As the back cover says, in this book Kerouac
continues his chronicle of the "Beat Generation" with this beautifully written, sharp novel about the "subterraneans" of San Francisco, who are "hip without being slick, intelligent without being corny, intellectual as hell and know all about Pound without being pretentious or talking too much about it, they are very quiet, they are very Christlike."This is a story about the poets, writers, and artists of mid-century America called "Beats," and it's the story of the author's -- Kerouac as Leo Percepied -- torrid and (spoiler alert) doomed affair with a beautiful black women, Mardou Fox (real-life Alene Lee). The actual story takes place in NYC's Greenwich Village and surrounds, but as with all of Kerouac's roman à clef novels (this is more a novella), the character's names are changed and, in this particular book, so are the locations. For example, Dante's bar in San Francisco is actually Fugazzi's in NYC; North Beach means Greenwich Village; the Black Mask bar is the San Remo; Montgomery Street is MacDougal Street; and so on. Last time I read the book I started a key to characters and places which you can see below. It is incomplete at this time.

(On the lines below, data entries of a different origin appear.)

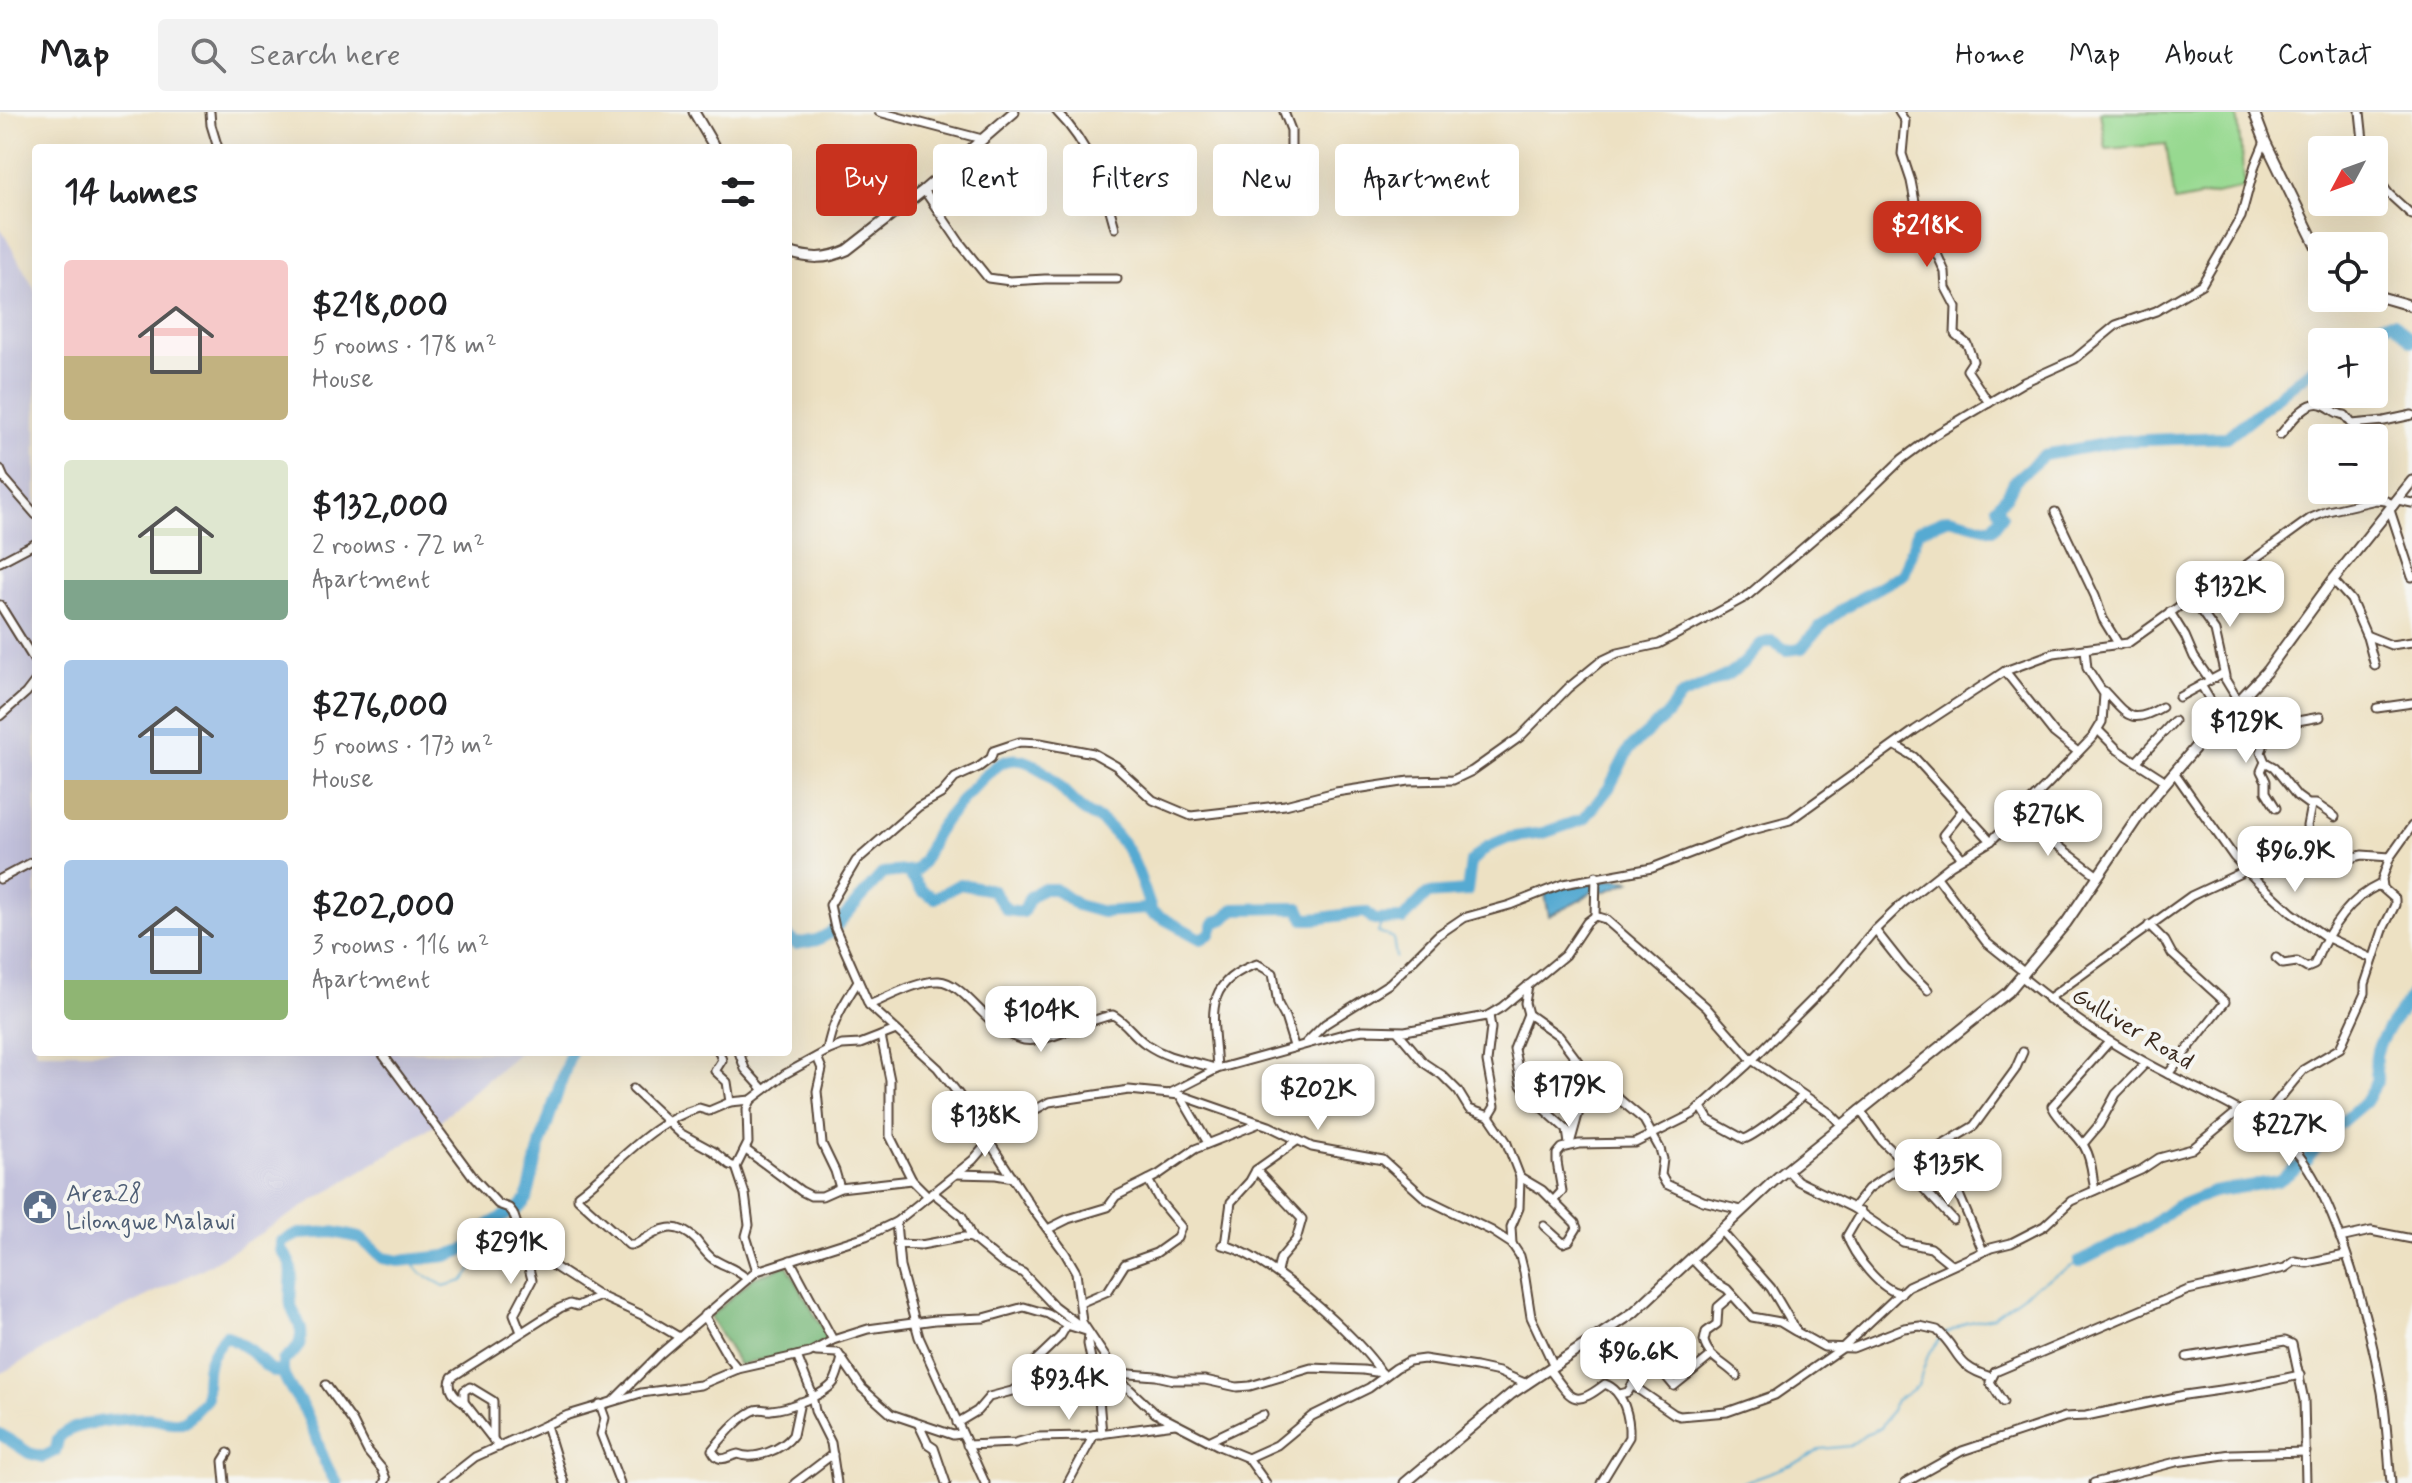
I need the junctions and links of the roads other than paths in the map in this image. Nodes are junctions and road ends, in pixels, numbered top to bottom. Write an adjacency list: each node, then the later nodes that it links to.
1 (210, 112): 13 (street)
2 (694, 112): 14 (street)
3 (879, 112): 11 (street)
4 (1014, 112): 11 (street)
5 (1057, 112): 19 (street)
6 (1284, 112): 15 (street)
7 (1899, 112): 25 (street)
8 (2254, 112): 12 (street)
9 (2360, 112): 10 (street)
10 (2363, 136)
11 (982, 139): 16 (street)
12 (2265, 141): 20 (street); 25 (street)
13 (217, 144)
14 (713, 144)
15 (1292, 144)
16 (924, 190): 21 (street); 22 (street)
17 (2388, 193): 18 (street)
18 (2412, 215)
19 (1115, 228)
20 (2309, 232)
21 (792, 253)
22 (1117, 279)
23 (2388, 299): 24 (street)
24 (2412, 306)
25 (1989, 403): 94 (street)
26 (2412, 415): 27 (street)
27 (2280, 435)
28 (0, 469): 32 (street)
29 (2412, 481): 31 (street)
30 (2412, 503): 31 (street)
31 (2394, 505): 36 (street); 37 (street); 38 (street)
32 (32, 510)
33 (2055, 512): 43 (street)
34 (32, 545): 35 (street)
35 (0, 562)
36 (2412, 577)
37 (2333, 580): 41 (street); 55 (street)
38 (2191, 597): 40 (street); 48 (street)
39 (0, 605): 45 (street)
40 (2170, 612): 43 (street); 49 (street)
41 (2366, 635): 42 (street); 46 (street)
42 (2412, 642)
43 (2119, 645): 44 (street)
44 (2085, 649): 47 (street); 52 (street)
45 (32, 657)
46 (2375, 666)
47 (2005, 671): 64 (street); 65 (street)
48 (2225, 676): 49 (street); 55 (street)
49 (2210, 680): 51 (street)
50 (32, 685): 58 (street)
51 (2201, 685): 53 (street); 60 (street)
52 (2102, 689): 56 (street); 62 (street)
53 (2179, 697)
54 (2412, 703): 57 (street)
55 (2237, 704): 60 (street); 63 (street)
56 (2162, 707)
57 (2377, 708)
58 (0, 716)
59 (2320, 717): 63 (street)
60 (2222, 720): 68 (street)
61 (2174, 721): 66 (street)
62 (2098, 730): 65 (street); 66 (street)
63 (2259, 735): 67 (street)
64 (1896, 746): 72 (street); 82 (street)
65 (2078, 752): 73 (street)
66 (2136, 762): 69 (street)
67 (2265, 762): 70 (street); 71 (street)
68 (2174, 772): 69 (street); 81 (street)
69 (2166, 781): 83 (street)
70 (2311, 805): 74 (street); 80 (street)
71 (2276, 808)
72 (1963, 810): 76 (street); 78 (street)
73 (2018, 815): 76 (street); 83 (street)
74 (2335, 817)
75 (2412, 826): 77 (street)
76 (1991, 841): 78 (street)
77 (2390, 857): 80 (street); 86 (street)
78 (1962, 858): 84 (street)
79 (32, 862): 85 (street)
80 (2287, 866): 81 (street)
81 (2247, 871): 88 (street); 90 (street)
82 (1596, 876): 87 (street); 105 (street)
83 (2098, 876): 93 (street)
84 (1937, 877): 89 (street); 93 (street, Gulliver Road)
85 (0, 879)
86 (2383, 887): 90 (street); 92 (street)
87 (1595, 916): 95 (street); 113 (street)
88 (2149, 925): 97 (street); 117 (street)
89 (1875, 930): 96 (street); 113 (street)
90 (2326, 937): 91 (street); 92 (street)
91 (2276, 958)
92 (2373, 959): 131 (street)
93 (2024, 975): 97 (street, Gulliver Road); 126 (street)
94 (858, 981): 98 (street); 107 (street)
95 (1528, 985): 99 (street); 100 (street)
96 (1928, 990)
97 (2048, 999): 104 (street, Gulliver Road)
98 (869, 1005): 101 (street); 115 (street)
99 (1528, 1014): 116 (street); 137 (street)
100 (1489, 1015): 102 (street); 128 (street)
101 (896, 1030): 103 (street); 135 (street)
102 (1398, 1032): 105 (street); 128 (street)
103 (881, 1036): 107 (street); 148 (street)
104 (2109, 1042): 114 (street, Gulliver Road); 138 (street)
105 (1306, 1043): 106 (street)
106 (1294, 1046): 115 (street); 115 (street)
107 (827, 1051): 112 (street)
108 (2023, 1052): 140 (street)
109 (384, 1056): 164 (street)
110 (720, 1056): 124 (street)
111 (740, 1056): 119 (street)
112 (817, 1057): 119 (street); 150 (street)
113 (1752, 1060): 122 (street); 125 (street)
114 (2146, 1063): 117 (street, Gulliver Road); 138 (street)
115 (1217, 1069): 120 (street)
116 (1586, 1069): 133 (street); 137 (street)
117 (2168, 1074): 127 (street, Gulliver Road)
118 (633, 1089): 129 (street)
119 (764, 1090): 123 (street)
120 (1169, 1094): 121 (street); 135 (street)
121 (1180, 1095): 130 (street); 136 (street)
122 (1802, 1096): 125 (street); 132 (street)
123 (751, 1100): 124 (street); 139 (street)
124 (730, 1102): 129 (street)
125 (1701, 1107): 133 (street)
126 (1860, 1110): 132 (street); 141 (street)
127 (2237, 1112): 131 (street, Gulliver Road); 151 (street)
128 (1489, 1116): 146 (street)
129 (669, 1121): 142 (street); 174 (street)
130 (1260, 1123): 134 (street); 136 (street)
131 (2259, 1123): 162 (street, Gulliver Road)
132 (1842, 1125): 144 (street)
133 (1651, 1136): 137 (street); 154 (street)
134 (1297, 1141): 143 (street); 166 (street)
135 (989, 1142): 145 (street); 147 (street)
136 (1208, 1143): 149 (street)
137 (1569, 1144): 153 (street)
138 (2083, 1144): 151 (street)
139 (746, 1150): 142 (street); 150 (street)
140 (1928, 1153): 141 (street); 167 (street)
141 (1905, 1163): 155 (street); 156 (street)
142 (736, 1167): 172 (street)
143 (1256, 1170): 173 (street); 173 (street)
144 (1787, 1170): 154 (street); 155 (street)
145 (955, 1174): 147 (street); 152 (street)
146 (1520, 1177): 153 (street); 166 (street)
147 (1013, 1178): 159 (street)
148 (912, 1180): 150 (street); 152 (street)
149 (1148, 1180): 159 (street); 178 (street)
150 (840, 1188)
151 (2095, 1190): 167 (street)
152 (930, 1194): 157 (street); 161 (street)
153 (1554, 1200): 158 (street)
154 (1741, 1210): 160 (street)
155 (1857, 1210): 171 (street); 175 (street)
156 (1953, 1220)
157 (896, 1222): 165 (street); 170 (street)
158 (1544, 1226)
159 (1048, 1229): 178 (street)
160 (1721, 1231): 169 (street); 184 (street)
161 (972, 1238): 165 (street); 183 (street)
162 (2340, 1238): 163 (street); 168 (street, Gulliver Road)
163 (2412, 1239)
164 (527, 1242): 177 (street); 182 (street)
165 (897, 1244): 180 (street)
166 (1512, 1244): 193 (street)
167 (1983, 1251): 171 (street)
168 (2345, 1255): 199 (street); 242 (street, Gulliver Road)
169 (1692, 1259): 176 (street); 193 (street)
170 (790, 1260): 172 (street); 186 (street)
171 (1952, 1265): 175 (street)
172 (757, 1271): 174 (street)
173 (1277, 1272): 196 (street)
174 (746, 1278): 179 (street)
175 (1901, 1293): 187 (street)
176 (1732, 1295): 184 (street); 190 (street)
177 (600, 1296): 182 (street); 185 (street)
178 (1080, 1303): 183 (street)
179 (704, 1315): 185 (street); 194 (street)
180 (914, 1323): 181 (street); 186 (street); 213 (street)
181 (1067, 1325): 183 (street); 213 (street)
182 (521, 1332): 201 (street)
183 (1088, 1332): 195 (street); 218 (street)
184 (1797, 1332): 187 (street)
185 (679, 1337): 207 (street)
186 (833, 1340): 188 (street)
187 (1841, 1349): 199 (street); 204 (street)
188 (809, 1353): 189 (street); 192 (street)
189 (797, 1356): 194 (street); 206 (street)
190 (1711, 1356): 198 (street); 204 (street)
191 (2187, 1357): 197 (street)
192 (842, 1358): 206 (street); 216 (street)
193 (1552, 1367): 202 (street); 205 (street)
194 (738, 1369): 207 (street)
195 (1117, 1373): 196 (street); 214 (street)
196 (1383, 1375): 202 (street); 225 (street)
197 (2300, 1375): 222 (street); 239 (street)
198 (1737, 1376)
199 (1991, 1377): 210 (street)
200 (438, 1380): 201 (street)
201 (450, 1381): 208 (street)
202 (1527, 1384): 237 (street)
203 (326, 1385): 227 (street)
204 (1632, 1385): 205 (street)
205 (1620, 1394): 238 (street)
206 (813, 1397): 209 (street); 224 (street)
207 (614, 1400): 211 (street)
208 (464, 1402): 220 (street); 220 (street)
209 (800, 1402): 209 (street)
210 (2003, 1402)
211 (600, 1404): 215 (street); 230 (street)
212 (1263, 1415): 219 (street)
213 (957, 1423): 217 (street)
214 (1177, 1424): 218 (street); 219 (street)
215 (546, 1425): 220 (street); 229 (street)
216 (919, 1425): 217 (street); 233 (street)
217 (961, 1434): 221 (street)
218 (1098, 1434): 221 (street); 235 (street)
219 (1209, 1441): 225 (street)
220 (496, 1443): 228 (street)
221 (967, 1445): 234 (street)
222 (2306, 1452): 240 (street); 241 (street)
223 (228, 1453): 226 (street)
224 (833, 1454): 231 (street); 232 (street)
225 (1248, 1458): 236 (street)
226 (225, 1483)
227 (384, 1483)
228 (443, 1483)
229 (564, 1483)
230 (620, 1483)
231 (795, 1483)
232 (837, 1483)
233 (946, 1483)
234 (985, 1483)
235 (1068, 1483)
236 (1266, 1483)
237 (1405, 1483)
238 (1601, 1483)
239 (1905, 1483)
240 (2094, 1483)
241 (2306, 1483)
242 (2391, 1483)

Kerouac wrote this book in October 1953 about events that took place during the summer of that year. It wasn't published until 1958, after On The Road established Kerouac's place in American letters in 1957. It's a quick read -- 111 pages in this version.
Hollywood tried to capitalize on the Beat Generation with a 1960 film adaptation of the novel starring George Peppard as Leo and Leslie Caron as Mardou (yes, Leslie was white -- Hollywood didn't want to bank on an inter-racial affair in those times). I haven't seen it (bucket list), but I understand that it was neither a popular nor critical success at the time.
You'll find plenty of Kerouac's inimitable spontaneous prose in The Subterraneans, along with a keen slice-of-life look at bohemian culture in NYC in 1953 and a heart-wrenching memoir of a fraught love affair. My great friend Richard loves this book, and I have to agree that it is love-worthy as well as essential Kerouac for anyone calling themselves a Kerouac or Beat fan.
Read it again or for the first time -- you won't be sorry.
Below is a picture of Shelf #1 of my Kerouac bookshelf showing the placement of this book (13th item from the left) on the day I started curating my collection. Next up: San Francisco Blues by Jack Kerouac.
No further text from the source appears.